◆ **Problem details**
How many lines in the data below contain the word "edges"? State only the number.

Saved data entries

···

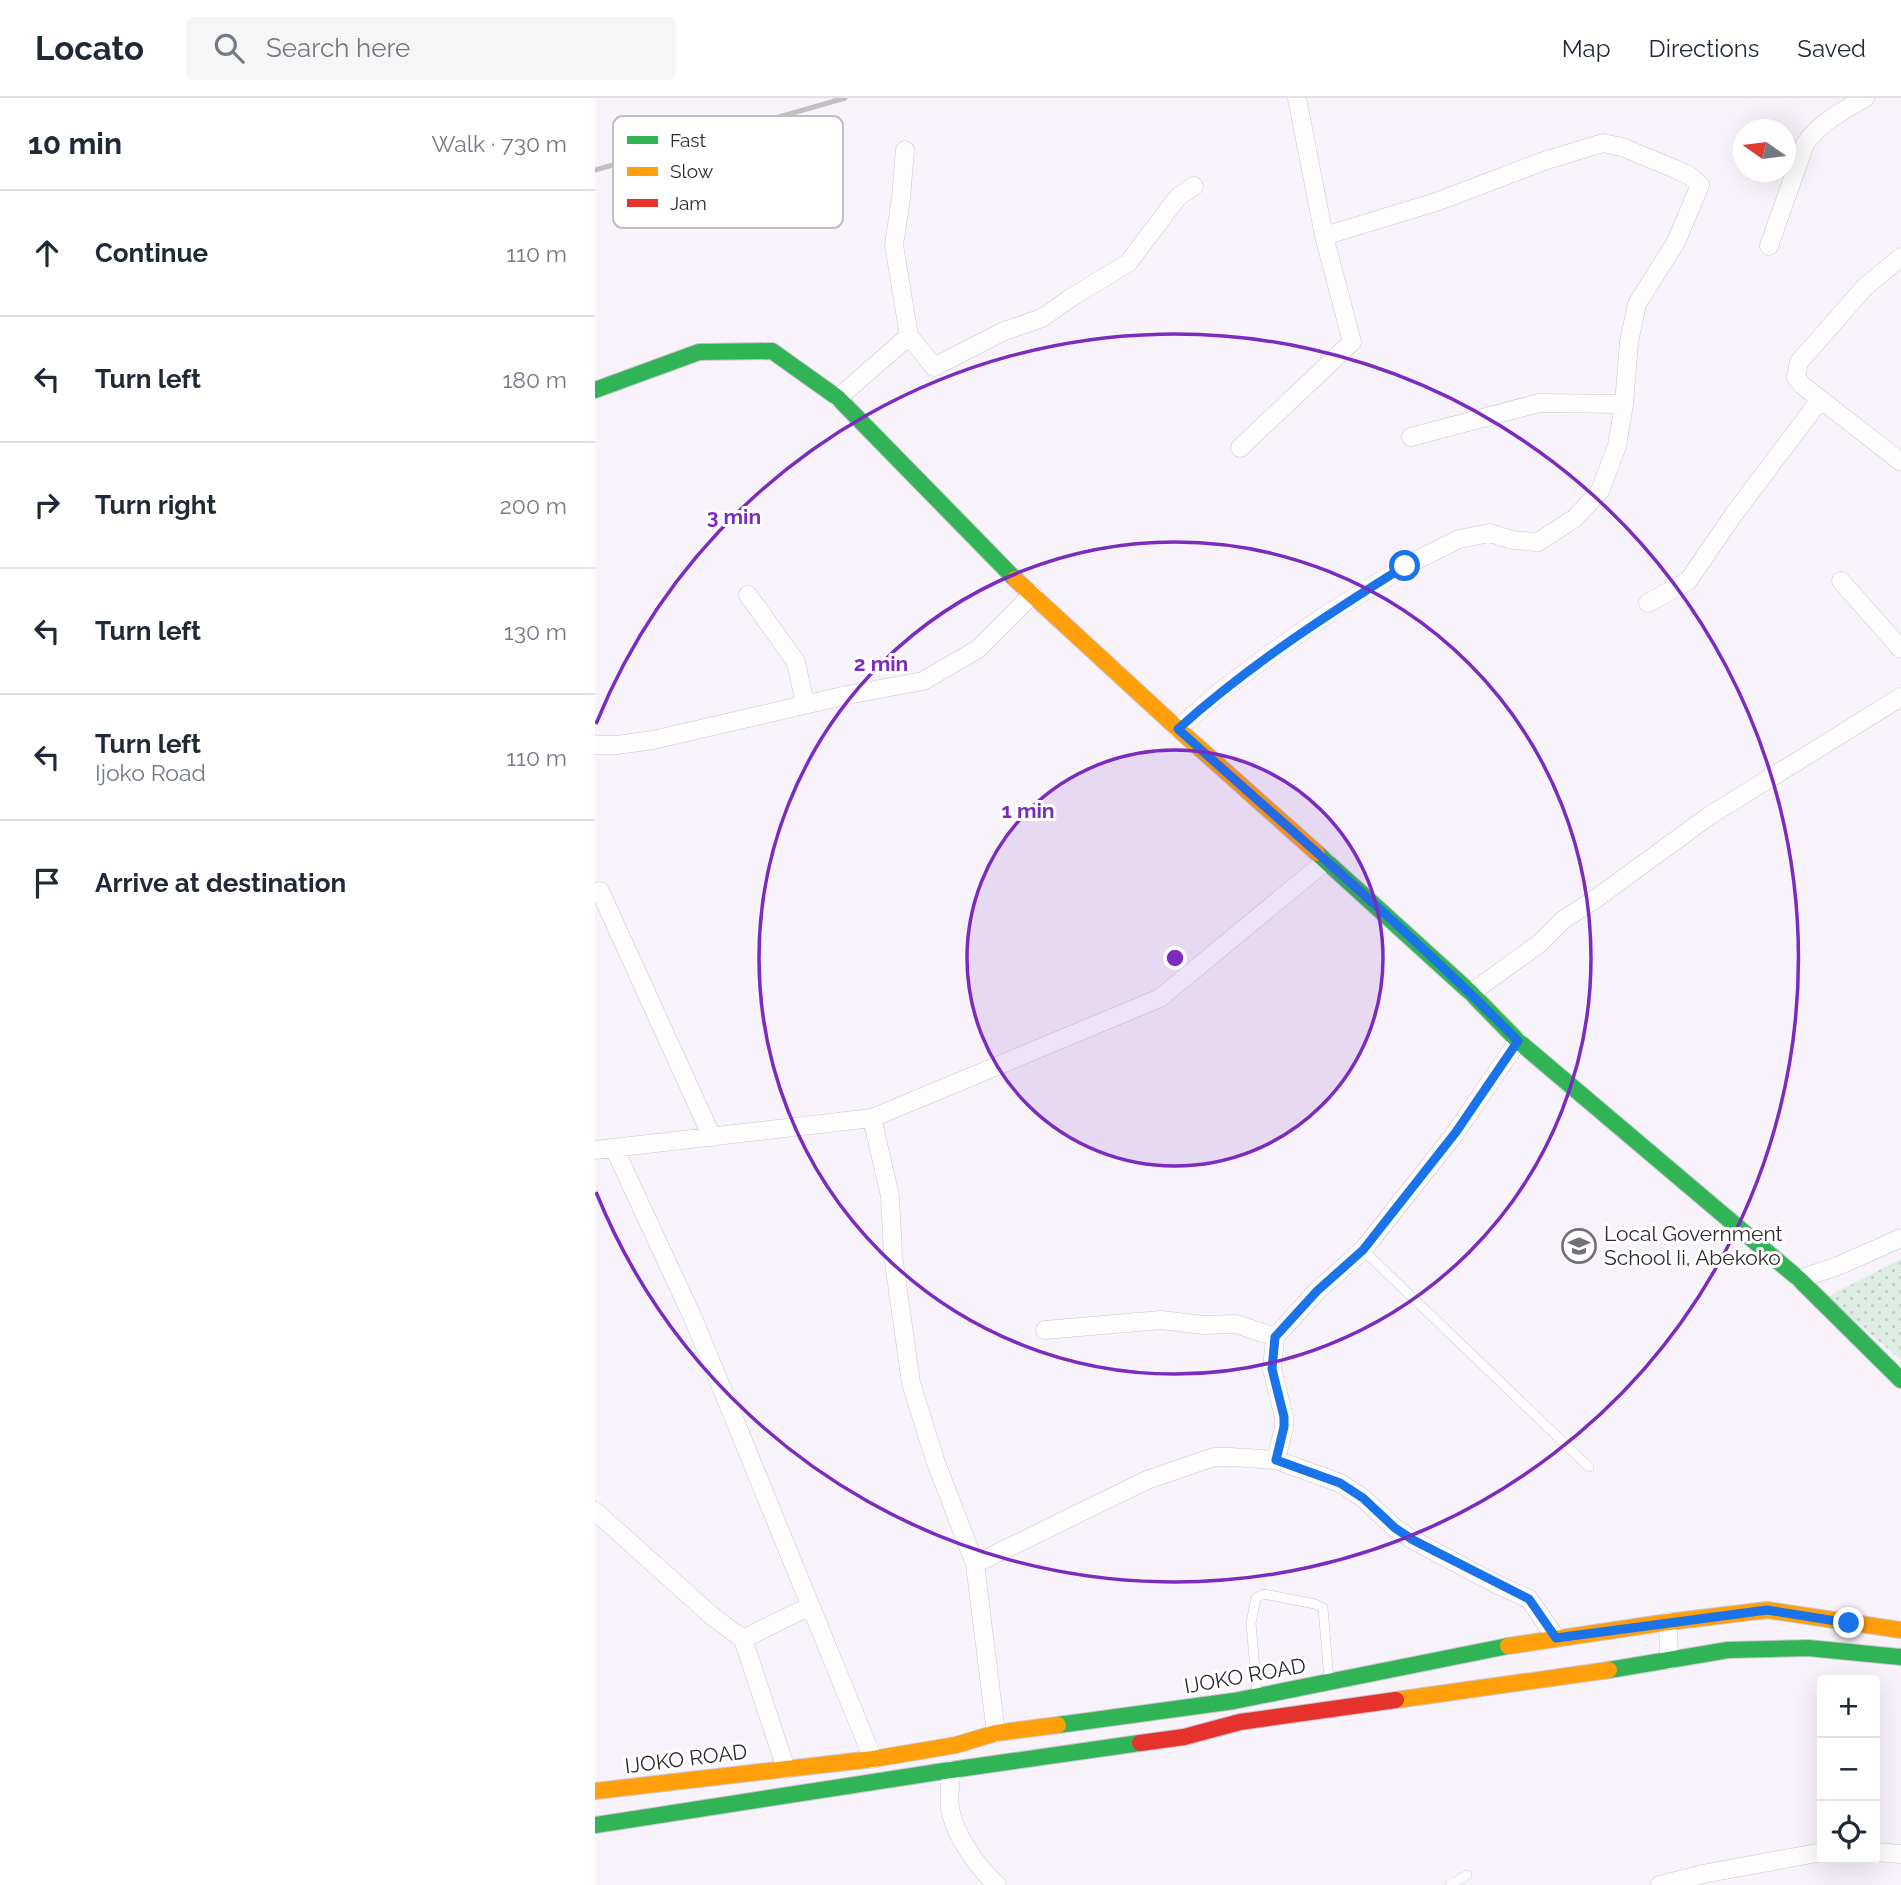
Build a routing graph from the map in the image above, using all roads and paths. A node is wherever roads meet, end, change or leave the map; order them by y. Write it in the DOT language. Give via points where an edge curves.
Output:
graph roads {
  1 [pos="1297,98"];
  2 [pos="1865,98"];
  3 [pos="905,150"];
  4 [pos="1194,186"];
  5 [pos="1324,236"];
  6 [pos="1769,246"];
  7 [pos="1901,257"];
  8 [pos="909,335"];
  9 [pos="595,390"];
  10 [pos="838,398"];
  11 [pos="1820,400"];
  12 [pos="1624,404"];
  13 [pos="1411,437"];
  14 [pos="1240,448"];
  15 [pos="1901,462"];
  16 [pos="1841,581"];
  17 [pos="1033,594"];
  18 [pos="748,595"];
  19 [pos="1648,603"];
  20 [pos="1901,649"];
  21 [pos="1901,697"];
  22 [pos="805,704"];
  23 [pos="1178,729"];
  24 [pos="595,745"];
  25 [pos="1327,861"];
  26 [pos="600,891"];
  27 [pos="1471,993"];
  28 [pos="1518,1041"];
  29 [pos="872,1118"];
  30 [pos="712,1137"];
  31 [pos="614,1148"];
  32 [pos="595,1150"];
  33 [pos="1901,1238"];
  34 [pos="1363,1250"];
  35 [pos="1799,1279"];
  36 [pos="1045,1330"];
  37 [pos="1275,1337"];
  38 [pos="1901,1380"];
  39 [pos="1276,1460"];
  40 [pos="1589,1467"];
  41 [pos="595,1511"];
  42 [pos="975,1563"];
  43 [pos="810,1606"];
  44 [pos="1668,1622"];
  45 [pos="1901,1630"];
  46 [pos="1556,1638"];
  47 [pos="743,1639"];
  48 [pos="1901,1657"];
  49 [pos="1669,1660"];
  50 [pos="1329,1682"];
  51 [pos="1257,1697"];
  52 [pos="996,1733"];
  53 [pos="873,1759"];
  54 [pos="786,1769"];
  55 [pos="951,1770"];
  56 [pos="595,1791"];
  57 [pos="595,1825"];
  58 [pos="1880,1852"];
  59 [pos="1817,1853"];
  60 [pos="1901,1854"];
  61 [pos="1467,1875"];
  62 [pos="997,1885"];
  63 [pos="1450,1885"];
  64 [pos="1660,1885"];
  1 -- 5 [label="street"];
  2 -- 6 [label="street" via="1826,121 1805,144"];
  3 -- 8 [label="street" via="894,245"];
  4 -- 8 [label="street" via="1178,197 1128,263 1042,318 1004,331 934,367"];
  5 -- 12 [label="street" via="1603,143 1690,176 1700,185 1676,242 1637,304"];
  5 -- 14 [label="street" via="1352,342"];
  7 -- 11 [label="street" via="1864,288 1799,362 1796,377"];
  8 -- 10 [label="street"];
  9 -- 10 [label="street" via="699,352 772,351"];
  10 -- 17 [label="street"];
  11 -- 15 [label="street"];
  11 -- 19 [label="street" via="1688,581"];
  12 -- 13 [label="street" via="1539,403"];
  12 -- 23 [label="street" via="1617,446 1600,491 1575,517 1538,542 1490,533 1459,539 1405,566 1277,649"];
  16 -- 20 [label="street"];
  17 -- 22 [label="street" via="978,649 923,681"];
  17 -- 23 [label="street"];
  18 -- 22 [label="street" via="796,662"];
  21 -- 27 [label="street" via="1709,816 1563,920 1540,943"];
  22 -- 24 [label="street" via="653,740"];
  23 -- 25 [label="street"];
  25 -- 27 [label="street"];
  25 -- 29 [label="street" via="1160,998"];
  26 -- 30 [label="street"];
  27 -- 28 [label="street"];
  28 -- 34 [label="street" via="1456,1132"];
  28 -- 35 [label="street"];
  29 -- 30 [label="street"];
  29 -- 42 [label="street" via="890,1196 893,1255 911,1383"];
  30 -- 31 [label="street"];
  31 -- 32 [label="street"];
  31 -- 43 [label="street" via="692,1318"];
  33 -- 35 [label="street"];
  34 -- 37 [label="street"];
  34 -- 40 [label="lane"];
  35 -- 38 [label="street"];
  36 -- 37 [label="street" via="1161,1320 1236,1324"];
  37 -- 39 [label="street" via="1272,1369 1284,1417"];
  39 -- 42 [label="street" via="1214,1457 1158,1476"];
  39 -- 46 [label="street" via="1340,1483 1413,1540 1529,1599"];
  41 -- 47 [label="street"];
  42 -- 52 [label="street"];
  43 -- 47 [label="street"];
  43 -- 53 [label="street"];
  44 -- 45 [label="street, IJOKO ROAD" via="1767,1610"];
  44 -- 46 [label="street, IJOKO ROAD"];
  44 -- 49 [label="street"];
  46 -- 50 [label="street, IJOKO ROAD"];
  47 -- 54 [label="street"];
  48 -- 49 [label="street" via="1808,1648 1728,1650"];
  49 -- 55 [label="street" via="1240,1722 1184,1737"];
  50 -- 51 [label="street, IJOKO ROAD"];
  50 -- 51 [label="lane" via="1323,1608 1264,1594 1256,1598 1251,1623"];
  51 -- 52 [label="street, IJOKO ROAD"];
  52 -- 53 [label="street, IJOKO ROAD"];
  53 -- 54 [label="street, IJOKO ROAD"];
  54 -- 56 [label="street, IJOKO ROAD"];
  55 -- 57 [label="street"];
  55 -- 62 [label="street" via="949,1807 955,1827 982,1872"];
  58 -- 60 [label="street"];
  59 -- 64 [label="street"];
  61 -- 63 [label="lane"];
}
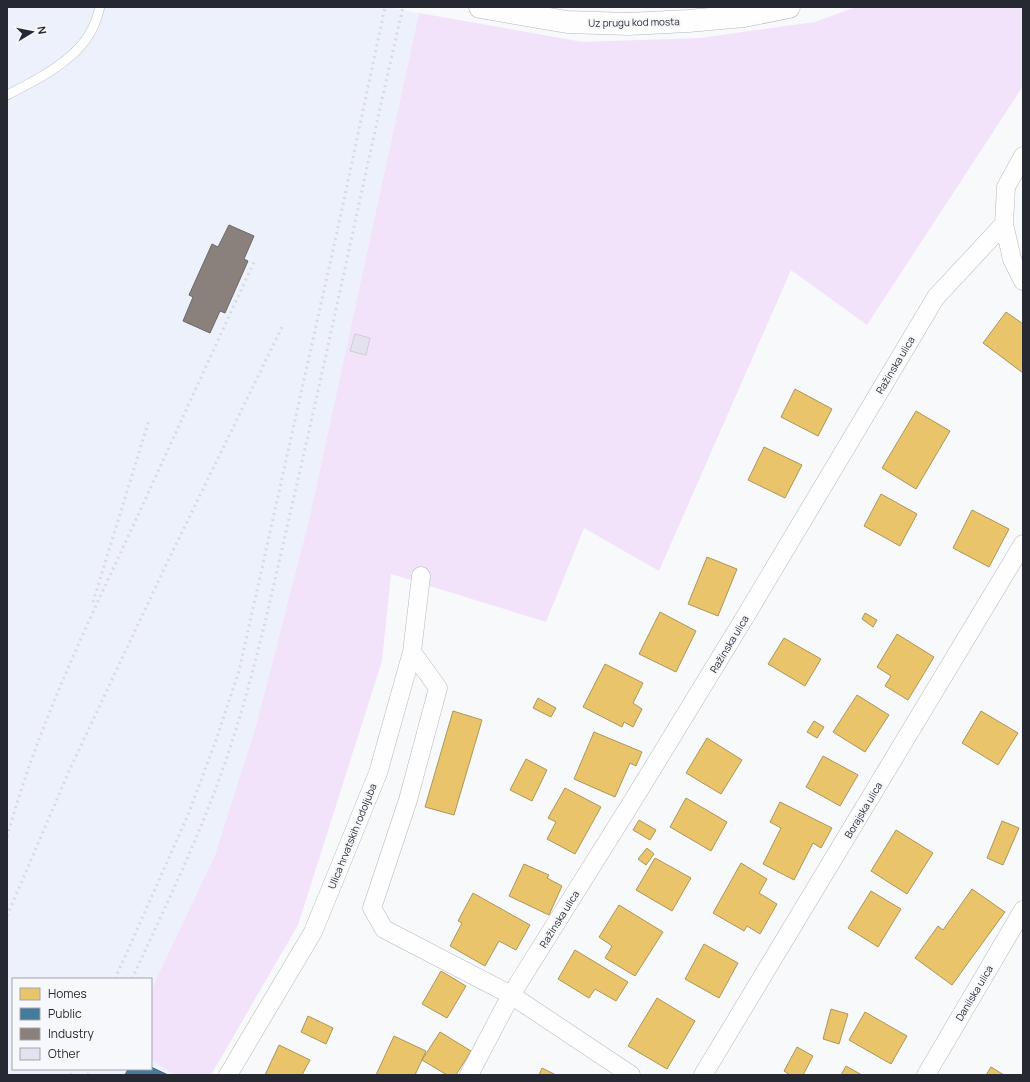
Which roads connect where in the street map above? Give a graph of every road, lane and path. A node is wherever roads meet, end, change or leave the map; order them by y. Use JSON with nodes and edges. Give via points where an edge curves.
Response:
{"nodes":[{"id":1,"x":100,"y":7,"type":"edge"},
{"id":2,"x":480,"y":7,"type":"edge"},
{"id":3,"x":789,"y":7,"type":"edge"},
{"id":4,"x":7,"y":95,"type":"edge"},
{"id":5,"x":1023,"y":156,"type":"edge"},
{"id":6,"x":1004,"y":224,"type":"junction"},
{"id":7,"x":1023,"y":281,"type":"edge"},
{"id":8,"x":1023,"y":544,"type":"edge"},
{"id":9,"x":421,"y":576,"type":"dead end"},
{"id":10,"x":412,"y":652,"type":"junction"},
{"id":11,"x":1023,"y":910,"type":"edge"},
{"id":12,"x":511,"y":995,"type":"junction"},
{"id":13,"x":228,"y":1075,"type":"edge"},
{"id":14,"x":469,"y":1075,"type":"edge"},
{"id":15,"x":631,"y":1075,"type":"edge"},
{"id":16,"x":703,"y":1075,"type":"edge"},
{"id":17,"x":926,"y":1075,"type":"edge"}],
"edges":[{"from":1,"to":4,"type":"lane","via":[[94,26],[82,45],[68,59]]},
{"from":2,"to":3,"type":"street","name":"Uz prugu kod mosta","via":[[567,22],[629,24],[744,16]]},
{"from":5,"to":6,"type":"street","via":[[1006,187]]},
{"from":6,"to":7,"type":"street","via":[[1012,259]]},
{"from":6,"to":12,"type":"street","name":"Ražinska ulica","via":[[936,297],[741,624]]},
{"from":8,"to":16,"type":"street","name":"Borajska ulica"},
{"from":9,"to":10,"type":"street","name":"Ulica hrvatskih rodoljuba"},
{"from":10,"to":12,"type":"street","via":[[438,688],[408,800],[372,908],[384,929]]},
{"from":10,"to":13,"type":"street","name":"Ulica hrvatskih rodoljuba","via":[[378,773],[313,932]]},
{"from":11,"to":17,"type":"street","name":"Danilska ulica"},
{"from":12,"to":14,"type":"street","name":"Ražinska ulica"},
{"from":12,"to":15,"type":"street"}]}
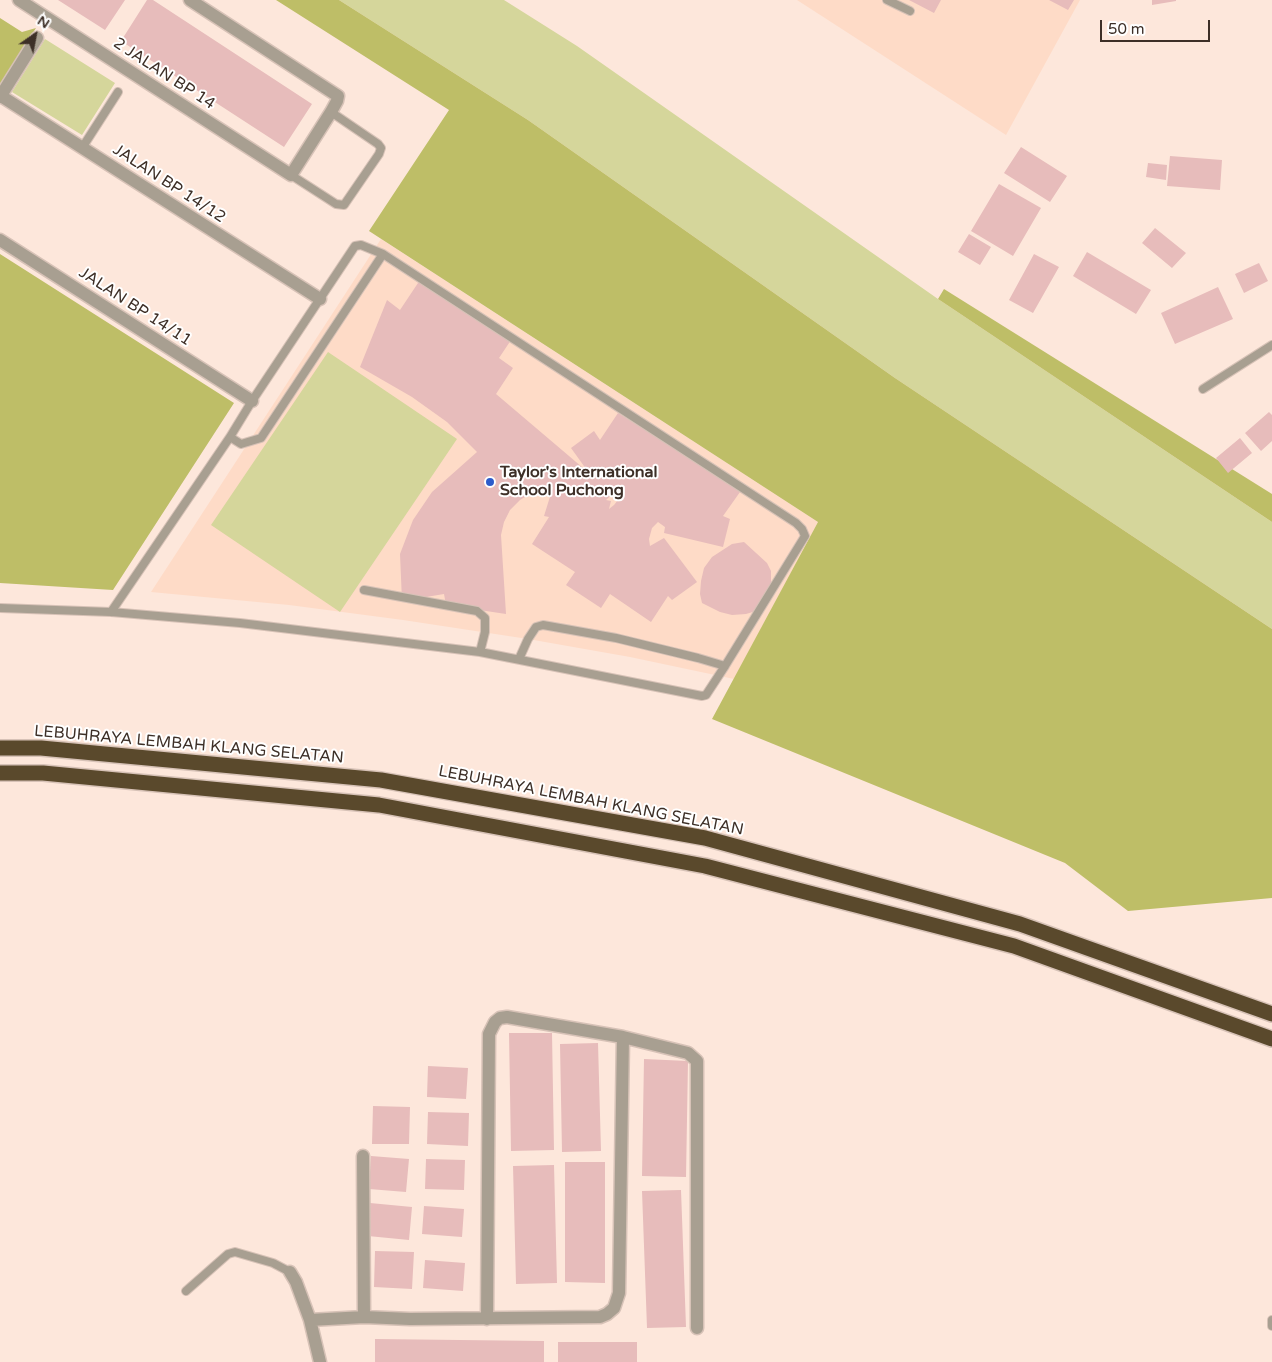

···

◆ **Solution below**
2